With all of this training and competing, it was interesting to look through the attendance and notice that there have only been 4 training sessions that have had the entire team attend. Between national junior team tours, national junior netball representation, injury, family trips, year 12 and illness over 90% of the trainings have had at least one player missing. Even though this may sound like a bad thing it actually turns out that these 4 trainings have been the final 4 sessions that the squad has before the tournament, and the team is playing the best that they have since coming together as a squad because of it.

Coaches often talk about how vital it is that everyone turns up to trainings and meetings and that if you don’t it hurts the team as much as the athlete themselves, but after thinking about these facts for my team in particular I don’t think that it is quite true. Having some players away from time to time (especially the strongest in the group) has had the benefit of having the weaker girls be able to have some additional skill focus that may otherwise not have been possible, on the flip side when some of the weaker girls have been away it has meant that the top of the group have been able to do more difficult and complicated training that would not have been possible with “weak links” in the group. I feel that over a long period, having people missing from time to time has actually benefitted the team and now that the whole squad is together for the final weeks of training they can fix any niggling issues that haven’t been present with all 12 not present together.

 

Before the final competition starts I am going through a process of reflection over the trainings that the team has done. It’s too late now to try to change the plans that we have in place, and the girls will either play well or not, so stressing over what will happen is pointless, but as a coach I think its important to look back at what I planned to achieve and what has actually been achieved.

The team had a big focus on fitness throughout the entire training program, sacrificing 1/4 of every training session to do fitness work just to ensure that the girls were getting it done, this meant that there was a lot of time that could have been spent improving skills was spent on conditioning. The idea behind this was to reduce injury and fatigue not only at the final competition but long term as well. It also was intended to create an increased team bond, and discipline, while developing physical ability to perform tasks that, for some of the girls, would otherwise not be possible. Looking over the season, there were a number of injuries early on in the training program (4 ankles, 2 backs, 3 shoulders, 2 knees, 1 shin splints and a couple of fingers) however now that we are a week out there are only two girls have current issues, both of which are to do with not doing exercises that they were given to do at home. The team has a tight bond and while they complained every second of the first few fitness blocks now they just get it done. While I am not sure that the girls have actually become as strong and fit as I had desired, the purpose of the fitness was more than this and I am confident that it has been beneficial.

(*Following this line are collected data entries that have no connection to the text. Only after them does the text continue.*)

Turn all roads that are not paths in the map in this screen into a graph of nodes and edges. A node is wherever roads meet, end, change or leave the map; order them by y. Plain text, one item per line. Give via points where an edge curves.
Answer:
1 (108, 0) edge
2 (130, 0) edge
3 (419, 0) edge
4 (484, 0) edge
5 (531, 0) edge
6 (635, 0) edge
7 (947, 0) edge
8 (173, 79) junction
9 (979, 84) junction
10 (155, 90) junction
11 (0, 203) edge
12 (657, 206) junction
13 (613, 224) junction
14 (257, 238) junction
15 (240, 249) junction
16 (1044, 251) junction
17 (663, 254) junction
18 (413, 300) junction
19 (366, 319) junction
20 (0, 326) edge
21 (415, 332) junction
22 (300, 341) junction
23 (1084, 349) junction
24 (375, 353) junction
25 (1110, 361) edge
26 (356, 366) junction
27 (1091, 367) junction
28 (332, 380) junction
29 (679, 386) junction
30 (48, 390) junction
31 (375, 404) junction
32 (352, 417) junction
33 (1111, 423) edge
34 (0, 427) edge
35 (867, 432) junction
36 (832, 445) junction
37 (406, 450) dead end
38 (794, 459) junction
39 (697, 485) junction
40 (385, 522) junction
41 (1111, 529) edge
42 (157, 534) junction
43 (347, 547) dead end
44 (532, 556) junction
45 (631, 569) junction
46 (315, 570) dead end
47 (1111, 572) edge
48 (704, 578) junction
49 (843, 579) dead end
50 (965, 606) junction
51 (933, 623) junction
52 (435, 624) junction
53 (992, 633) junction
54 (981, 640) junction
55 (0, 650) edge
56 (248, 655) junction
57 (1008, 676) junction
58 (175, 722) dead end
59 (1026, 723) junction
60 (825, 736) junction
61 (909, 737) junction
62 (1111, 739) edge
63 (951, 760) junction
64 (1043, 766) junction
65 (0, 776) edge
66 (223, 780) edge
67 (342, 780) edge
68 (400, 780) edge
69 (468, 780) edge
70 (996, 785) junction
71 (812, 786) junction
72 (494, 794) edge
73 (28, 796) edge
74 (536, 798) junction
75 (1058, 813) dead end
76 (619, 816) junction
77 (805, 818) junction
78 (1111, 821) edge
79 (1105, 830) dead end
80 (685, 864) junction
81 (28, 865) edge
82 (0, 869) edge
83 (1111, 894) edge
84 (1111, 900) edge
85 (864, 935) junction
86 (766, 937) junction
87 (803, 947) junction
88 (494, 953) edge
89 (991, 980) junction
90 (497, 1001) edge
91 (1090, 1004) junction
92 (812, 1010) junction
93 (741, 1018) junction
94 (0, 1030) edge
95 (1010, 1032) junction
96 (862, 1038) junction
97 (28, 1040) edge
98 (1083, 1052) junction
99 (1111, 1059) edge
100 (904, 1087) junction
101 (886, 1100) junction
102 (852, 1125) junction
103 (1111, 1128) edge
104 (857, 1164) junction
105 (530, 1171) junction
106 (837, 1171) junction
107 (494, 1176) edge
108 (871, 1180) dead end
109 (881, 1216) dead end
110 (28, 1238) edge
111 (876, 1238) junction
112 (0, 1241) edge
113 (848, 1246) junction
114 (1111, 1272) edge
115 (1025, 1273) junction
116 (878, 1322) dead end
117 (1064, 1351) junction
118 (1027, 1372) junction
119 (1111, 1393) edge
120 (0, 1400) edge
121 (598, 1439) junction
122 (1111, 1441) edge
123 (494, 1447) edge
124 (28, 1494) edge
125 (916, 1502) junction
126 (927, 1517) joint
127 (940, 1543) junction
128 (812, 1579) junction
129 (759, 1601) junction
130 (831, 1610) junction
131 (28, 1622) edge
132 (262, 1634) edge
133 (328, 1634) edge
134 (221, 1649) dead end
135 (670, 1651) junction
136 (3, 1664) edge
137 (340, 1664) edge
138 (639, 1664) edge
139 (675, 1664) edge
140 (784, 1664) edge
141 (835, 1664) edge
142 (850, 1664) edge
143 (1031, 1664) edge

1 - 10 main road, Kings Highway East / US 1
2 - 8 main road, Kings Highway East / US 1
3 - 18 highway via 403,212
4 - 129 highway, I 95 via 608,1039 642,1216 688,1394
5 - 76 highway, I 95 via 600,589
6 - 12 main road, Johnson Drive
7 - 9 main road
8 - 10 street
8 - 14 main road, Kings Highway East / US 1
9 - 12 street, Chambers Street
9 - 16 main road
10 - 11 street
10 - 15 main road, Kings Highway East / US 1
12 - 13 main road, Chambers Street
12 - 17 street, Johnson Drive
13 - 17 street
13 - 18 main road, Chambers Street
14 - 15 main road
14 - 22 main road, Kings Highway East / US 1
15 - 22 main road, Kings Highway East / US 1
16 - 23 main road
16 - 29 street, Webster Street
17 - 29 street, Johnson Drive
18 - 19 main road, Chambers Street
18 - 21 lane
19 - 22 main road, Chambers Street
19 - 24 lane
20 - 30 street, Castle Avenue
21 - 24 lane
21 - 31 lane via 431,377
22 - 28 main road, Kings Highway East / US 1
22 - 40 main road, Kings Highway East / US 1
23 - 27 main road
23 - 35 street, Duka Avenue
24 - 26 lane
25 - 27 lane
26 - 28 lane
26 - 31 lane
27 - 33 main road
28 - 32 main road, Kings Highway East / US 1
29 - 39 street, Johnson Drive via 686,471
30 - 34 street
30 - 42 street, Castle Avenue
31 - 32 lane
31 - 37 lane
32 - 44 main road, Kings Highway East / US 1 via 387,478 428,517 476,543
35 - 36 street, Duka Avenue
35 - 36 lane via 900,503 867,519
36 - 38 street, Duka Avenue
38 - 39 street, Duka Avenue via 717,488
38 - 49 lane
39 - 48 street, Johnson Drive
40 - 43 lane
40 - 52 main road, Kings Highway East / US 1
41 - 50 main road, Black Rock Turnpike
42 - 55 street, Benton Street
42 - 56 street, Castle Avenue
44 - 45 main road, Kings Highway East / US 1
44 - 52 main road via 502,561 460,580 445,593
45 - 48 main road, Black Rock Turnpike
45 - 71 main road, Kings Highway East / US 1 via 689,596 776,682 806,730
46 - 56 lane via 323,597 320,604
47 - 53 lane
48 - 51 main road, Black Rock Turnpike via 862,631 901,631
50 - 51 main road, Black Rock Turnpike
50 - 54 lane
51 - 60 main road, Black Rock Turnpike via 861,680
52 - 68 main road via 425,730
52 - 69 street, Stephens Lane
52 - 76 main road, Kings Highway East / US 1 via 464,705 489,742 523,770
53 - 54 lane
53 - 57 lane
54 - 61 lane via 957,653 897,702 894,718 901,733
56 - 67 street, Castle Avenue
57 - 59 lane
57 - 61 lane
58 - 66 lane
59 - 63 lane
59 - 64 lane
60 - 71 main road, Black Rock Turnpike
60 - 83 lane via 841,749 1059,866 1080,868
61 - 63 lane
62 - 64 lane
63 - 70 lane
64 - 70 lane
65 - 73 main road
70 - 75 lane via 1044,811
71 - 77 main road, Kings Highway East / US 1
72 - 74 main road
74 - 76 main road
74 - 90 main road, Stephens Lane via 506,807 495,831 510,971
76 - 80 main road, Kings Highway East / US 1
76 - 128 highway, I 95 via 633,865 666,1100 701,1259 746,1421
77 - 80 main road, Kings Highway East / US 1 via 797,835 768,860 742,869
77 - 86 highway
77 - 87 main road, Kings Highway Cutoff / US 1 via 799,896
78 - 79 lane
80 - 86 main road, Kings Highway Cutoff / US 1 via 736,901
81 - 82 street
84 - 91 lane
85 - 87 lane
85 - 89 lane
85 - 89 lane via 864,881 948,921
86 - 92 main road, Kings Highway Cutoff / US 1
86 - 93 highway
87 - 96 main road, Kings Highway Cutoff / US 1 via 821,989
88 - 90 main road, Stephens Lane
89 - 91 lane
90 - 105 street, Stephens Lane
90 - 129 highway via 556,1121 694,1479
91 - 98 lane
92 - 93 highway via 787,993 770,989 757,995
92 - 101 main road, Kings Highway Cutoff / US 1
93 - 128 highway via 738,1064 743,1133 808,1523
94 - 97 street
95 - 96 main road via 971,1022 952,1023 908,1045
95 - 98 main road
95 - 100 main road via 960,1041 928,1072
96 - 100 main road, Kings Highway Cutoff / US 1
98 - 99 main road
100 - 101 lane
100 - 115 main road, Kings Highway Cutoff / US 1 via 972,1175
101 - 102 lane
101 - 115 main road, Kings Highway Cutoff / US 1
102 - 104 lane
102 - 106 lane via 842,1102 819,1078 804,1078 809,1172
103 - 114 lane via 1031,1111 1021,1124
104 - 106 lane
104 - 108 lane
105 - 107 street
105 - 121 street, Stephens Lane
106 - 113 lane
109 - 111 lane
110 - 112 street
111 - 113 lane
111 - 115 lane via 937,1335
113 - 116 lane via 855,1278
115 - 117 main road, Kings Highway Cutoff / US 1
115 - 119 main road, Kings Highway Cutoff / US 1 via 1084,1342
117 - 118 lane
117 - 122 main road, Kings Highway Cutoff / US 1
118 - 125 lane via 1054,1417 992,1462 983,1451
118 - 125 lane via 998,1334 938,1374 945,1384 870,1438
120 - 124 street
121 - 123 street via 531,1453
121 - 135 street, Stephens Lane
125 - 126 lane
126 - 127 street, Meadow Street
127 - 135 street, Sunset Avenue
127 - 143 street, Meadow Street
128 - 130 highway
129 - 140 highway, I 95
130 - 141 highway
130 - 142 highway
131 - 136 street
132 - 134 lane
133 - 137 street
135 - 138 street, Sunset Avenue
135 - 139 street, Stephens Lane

Another major focus for the team has been taking responsibility for their actions and managing themselves. One of the biggest issues in junior sport that I see is that the athletes simply cant look after themselves, and if someone doesn’t tell them what to do, they don’t do it. With this team I felt that, seeing as they are getting to the point where they need to be treated as adults in day to day life, I decided that I would treat them as adults. This meant putting expectations on them they may have seemed unreasonable, and some things didn’t happen because it wasn’t driven by the coaching staff, however now that we are approaching the end of the program, all of the girls are turning up early and preparing the court and themselves without instruction (at least most of them) and they are able to run their own warm ups and team meetings including some activities outside of training that were organised entirely without prompting.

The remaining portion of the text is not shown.